Taking methadone while pregnant can be dangerous if it is taken without the recommended and coordinated care of methadone maintenance combined with the much needed medical and psychosocial services these women need.
Understanding the Reluctance and the Risks
Pregnant mothers who are addicted to opioids like heroin or prescription painkillers have the added risks of harm to their unborn children and yet, many are reluctant to get the appropriate help they need because:
- They fear arrest or prosecution
- They are worried about child custody and the involvements of social services for their other children
- They feel guilty and ashamed of their use and what the effects are on the baby
- They fear domestic violence, are poverty stricken, or homeless
- They may be anxious about the attitudes or stigmas associated with methadone or the involvement of multiple agencies needed to support their needed levels of care
Whatever the purpose of the reluctance for not going into a methadone maintenance program, the risks are much higher. These women have special treatment need and risk miscarriages from infections, withdrawals, lack of support, and elevated use of illicit opiates to deal with the added stress. They also tend to delay seeking obstetrician services or frequently miss their appointments which can compound the risks to them and the fetus.

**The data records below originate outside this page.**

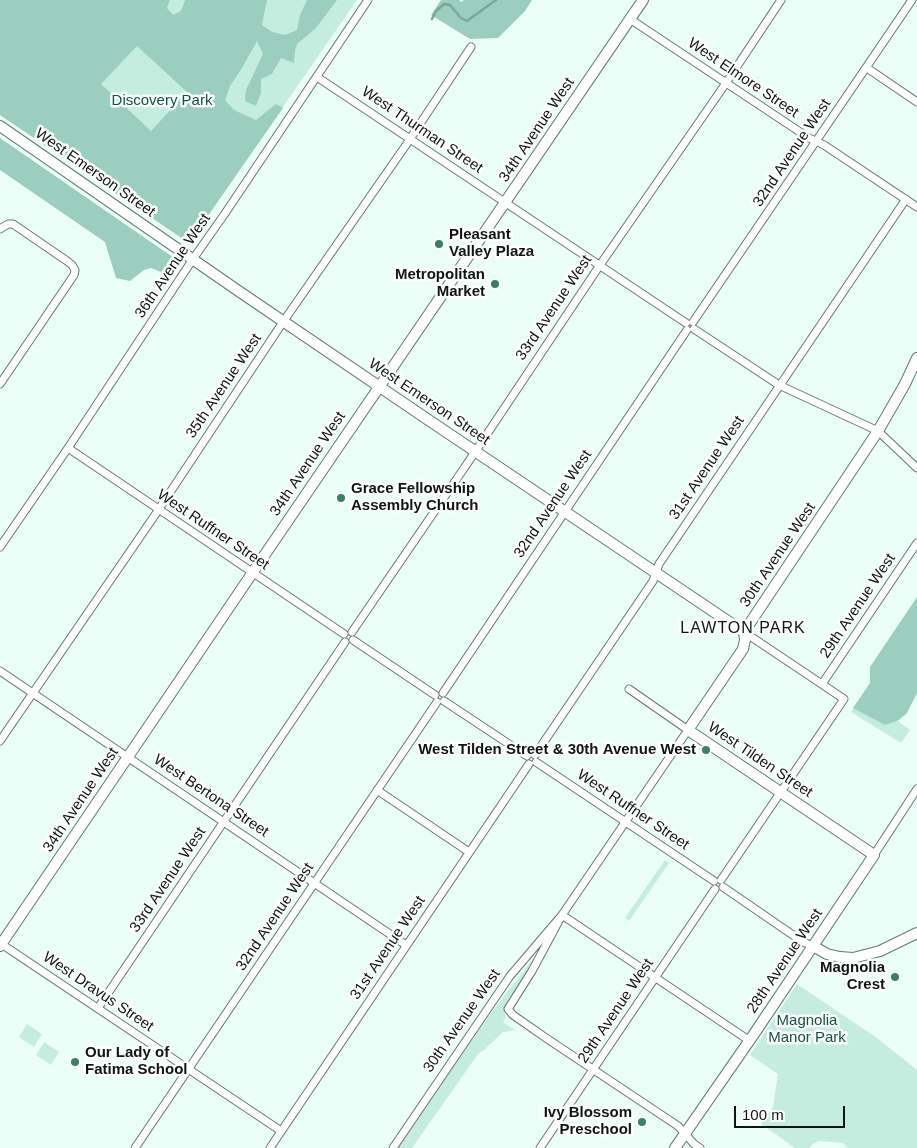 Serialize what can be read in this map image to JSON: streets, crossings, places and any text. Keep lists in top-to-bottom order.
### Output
{
  "streets": {
    "street": [
      "West Elmore Street",
      "West Thurman Street",
      "34th Avenue West",
      "32nd Avenue West",
      "West Emerson Street",
      "36th Avenue West",
      "33rd Avenue West",
      "35th Avenue West",
      "31st Avenue West",
      "West Ruffner Street",
      "30th Avenue West",
      "29th Avenue West",
      "West Tilden Street",
      "West Bertona Street",
      "28th Avenue West",
      "West Dravus Street"
    ]
  },
  "crossings": [
    ["West Elmore Street", "34th Avenue West"],
    ["West Elmore Street", "32nd Avenue West"],
    ["West Elmore Street", "33rd Avenue West"],
    ["West Elmore Street", "31st Avenue West"],
    ["West Thurman Street", "34th Avenue West"],
    ["West Thurman Street", "32nd Avenue West"],
    ["West Thurman Street", "36th Avenue West"],
    ["West Thurman Street", "33rd Avenue West"],
    ["West Thurman Street", "35th Avenue West"],
    ["West Thurman Street", "31st Avenue West"],
    ["West Thurman Street", "30th Avenue West"],
    ["34th Avenue West", "West Emerson Street"],
    ["34th Avenue West", "West Ruffner Street"],
    ["34th Avenue West", "West Bertona Street"],
    ["34th Avenue West", "West Dravus Street"],
    ["32nd Avenue West", "West Emerson Street"],
    ["32nd Avenue West", "West Ruffner Street"],
    ["32nd Avenue West", "West Bertona Street"],
    ["32nd Avenue West", "West Dravus Street"],
    ["West Emerson Street", "36th Avenue West"],
    ["West Emerson Street", "33rd Avenue West"],
    ["West Emerson Street", "35th Avenue West"],
    ["West Emerson Street", "31st Avenue West"],
    ["West Emerson Street", "30th Avenue West"],
    ["West Emerson Street", "29th Avenue West"],
    ["36th Avenue West", "West Ruffner Street"],
    ["33rd Avenue West", "West Ruffner Street"],
    ["33rd Avenue West", "West Bertona Street"],
    ["33rd Avenue West", "West Dravus Street"],
    ["35th Avenue West", "West Ruffner Street"],
    ["35th Avenue West", "West Bertona Street"],
    ["31st Avenue West", "West Ruffner Street"],
    ["31st Avenue West", "West Bertona Street"],
    ["31st Avenue West", "West Dravus Street"],
    ["West Ruffner Street", "30th Avenue West"],
    ["West Ruffner Street", "29th Avenue West"],
    ["West Ruffner Street", "28th Avenue West"],
    ["30th Avenue West", "29th Avenue West"],
    ["30th Avenue West", "West Tilden Street"],
    ["29th Avenue West", "West Tilden Street"],
    ["West Tilden Street", "28th Avenue West"]
  ],
  "districts": ["LAWTON PARK"],
  "parks": ["Discovery Park", "Magnolia Manor Park"],
  "places": [
    "Pleasant Valley Plaza",
    "Metropolitan Market",
    "Grace Fellowship Assembly Church",
    "West Tilden Street & 30th Avenue West",
    "Magnolia Crest",
    "Our Lady of Fatima School",
    "Ivy Blossom Preschool"
  ],
  "scale_bar": "100 m"
} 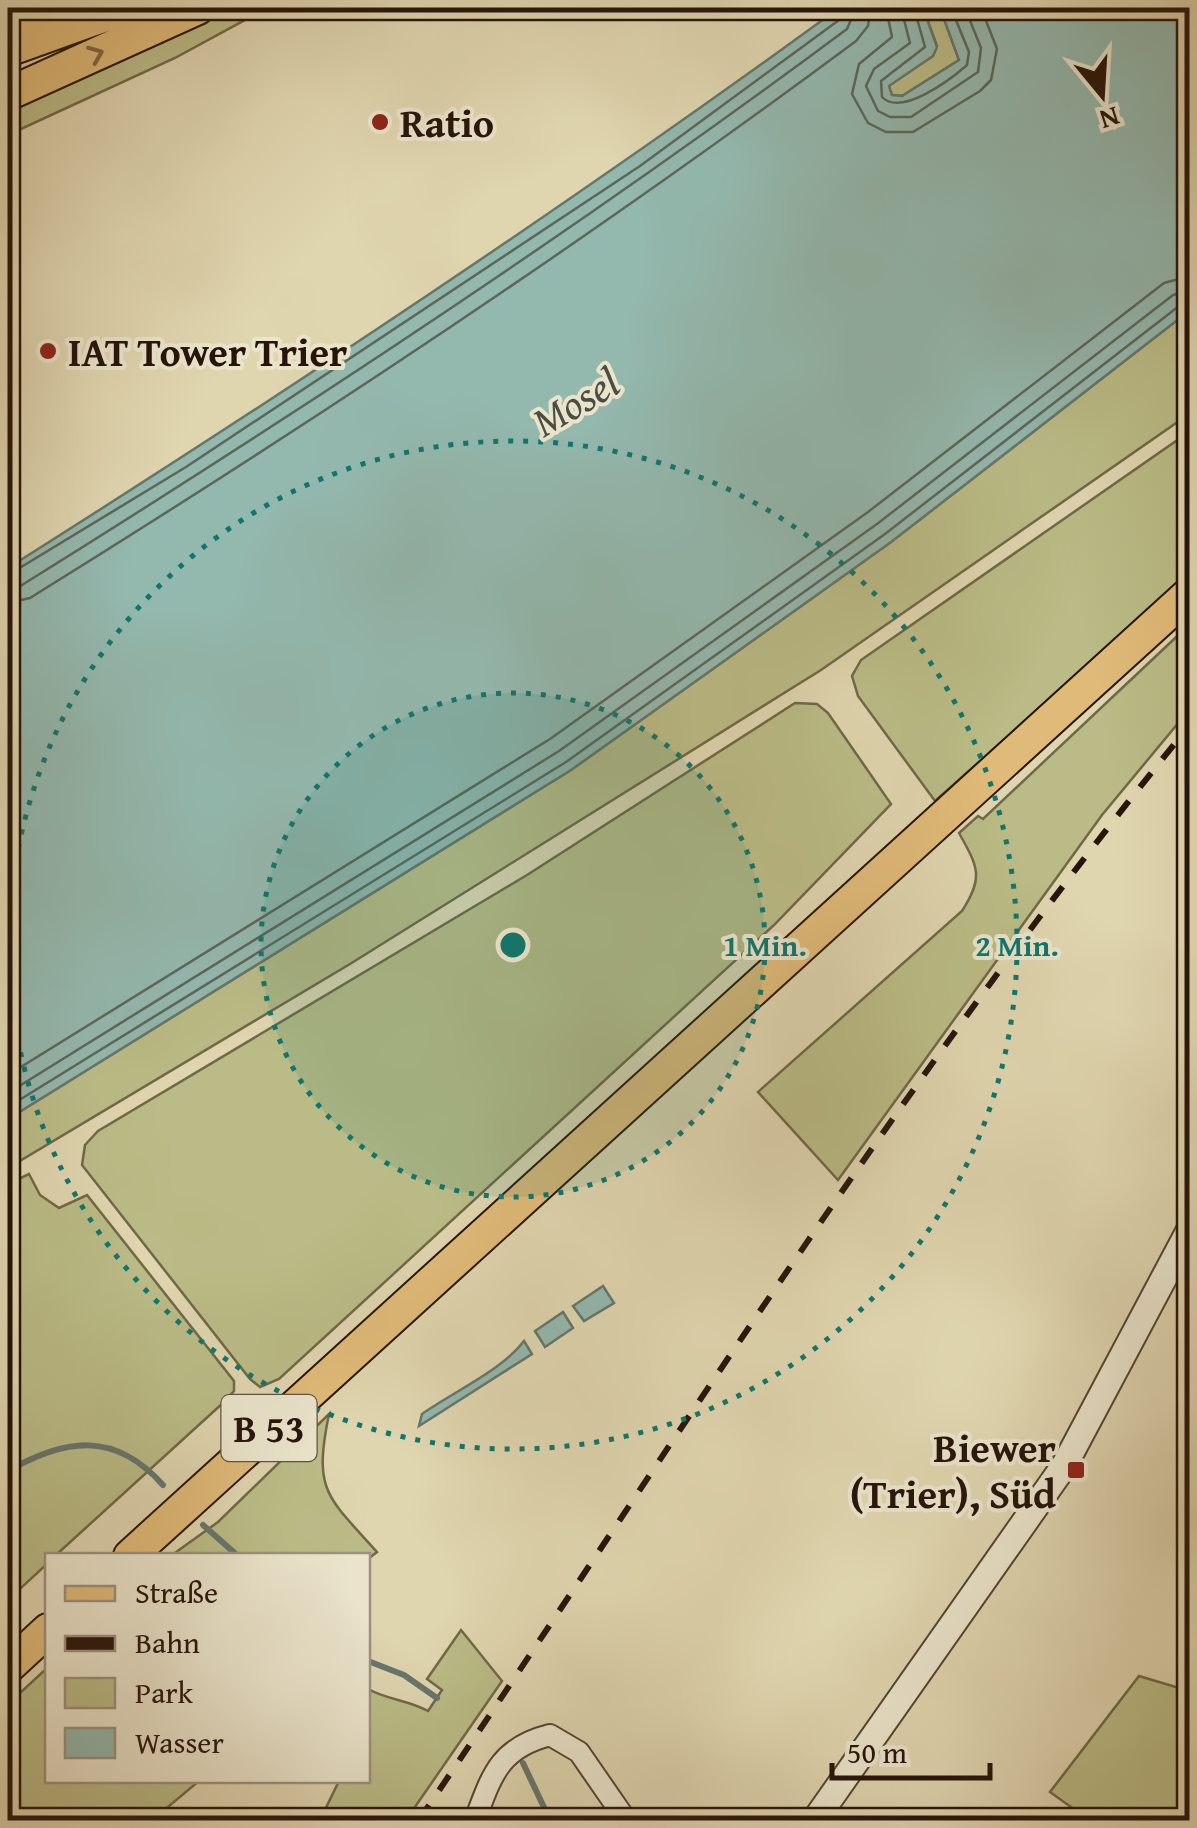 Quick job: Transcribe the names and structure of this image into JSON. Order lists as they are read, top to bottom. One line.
{"streets":{"main road":["B 53"]},"water":["Mosel"],"places":{"other":["Ratio","IAT Tower Trier"],"transit":["Biewer (Trier), Süd"]},"legend":["Straße","Bahn","Park","Wasser"],"scale_bar":"50 m","north":"bottom","rings":["1 Min.","2 Min."]}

Accepting Methadone Treatments during Pregnancy
The use of methadone to treat opioid addictions in maintenance programs has been an acceptable practice for pregnant women since the late 1970’s according to the SAMHSA. As of 1998, it has been the NIH consensus panel standard of care.
These programs benefit both mother and child in multiple ways and have proven to decrease the common risks that are associated with illicit opioid use including miscarriages, premature births, low birth weights, and other neonatal complications that would require extensive hospital stays or lead to later death.

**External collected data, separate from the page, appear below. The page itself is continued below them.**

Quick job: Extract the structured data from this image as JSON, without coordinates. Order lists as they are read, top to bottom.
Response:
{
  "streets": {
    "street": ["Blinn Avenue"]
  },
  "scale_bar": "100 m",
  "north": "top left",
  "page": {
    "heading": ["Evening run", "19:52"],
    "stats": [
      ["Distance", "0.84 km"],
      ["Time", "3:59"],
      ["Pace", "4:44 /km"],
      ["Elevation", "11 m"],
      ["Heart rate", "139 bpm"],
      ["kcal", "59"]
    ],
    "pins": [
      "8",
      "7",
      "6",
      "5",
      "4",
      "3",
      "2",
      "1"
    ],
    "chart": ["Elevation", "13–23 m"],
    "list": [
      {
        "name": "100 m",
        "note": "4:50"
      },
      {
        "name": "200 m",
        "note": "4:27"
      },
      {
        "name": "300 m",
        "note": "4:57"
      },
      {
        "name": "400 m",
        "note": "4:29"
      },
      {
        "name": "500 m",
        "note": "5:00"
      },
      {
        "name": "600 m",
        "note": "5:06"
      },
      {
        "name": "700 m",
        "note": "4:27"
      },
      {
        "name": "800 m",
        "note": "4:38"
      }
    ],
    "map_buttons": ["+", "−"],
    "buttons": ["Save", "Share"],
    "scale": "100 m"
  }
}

It is critically important for these women to be screened and treated for infections or communicable diseases that can be transferred to the child, that they receive the earliest medical services for ongoing pregnancy conditions, and that they are educated and aware of what to expect with resources provided for their individual needs. According to the SAMHSA, “Comprehensive methadone maintenance treatment that includes prenatal care reduces the risk of obstetrical and fetal complications, in utero growth retardation, and neonatal morbidity and mortality.”
Passing It On
Whenever the mother withdraws from illicit opioids, the unborn child does as well and since methadone is a long lasting medication that builds up in the bodily tissues, the risk of withdrawals multiple times a day can be alleviated to prevent the added harms to the fetus.
After the child is born, small amounts of methadone are transferred through breast milk, but, if the mother isn’t breastfeeding, the neonatal withdrawals can be managed effectively with appropriate hospital care which works best when the mother has taken the necessary steps in her methadone maintenance regime and coordinated their care throughout the pregnancy.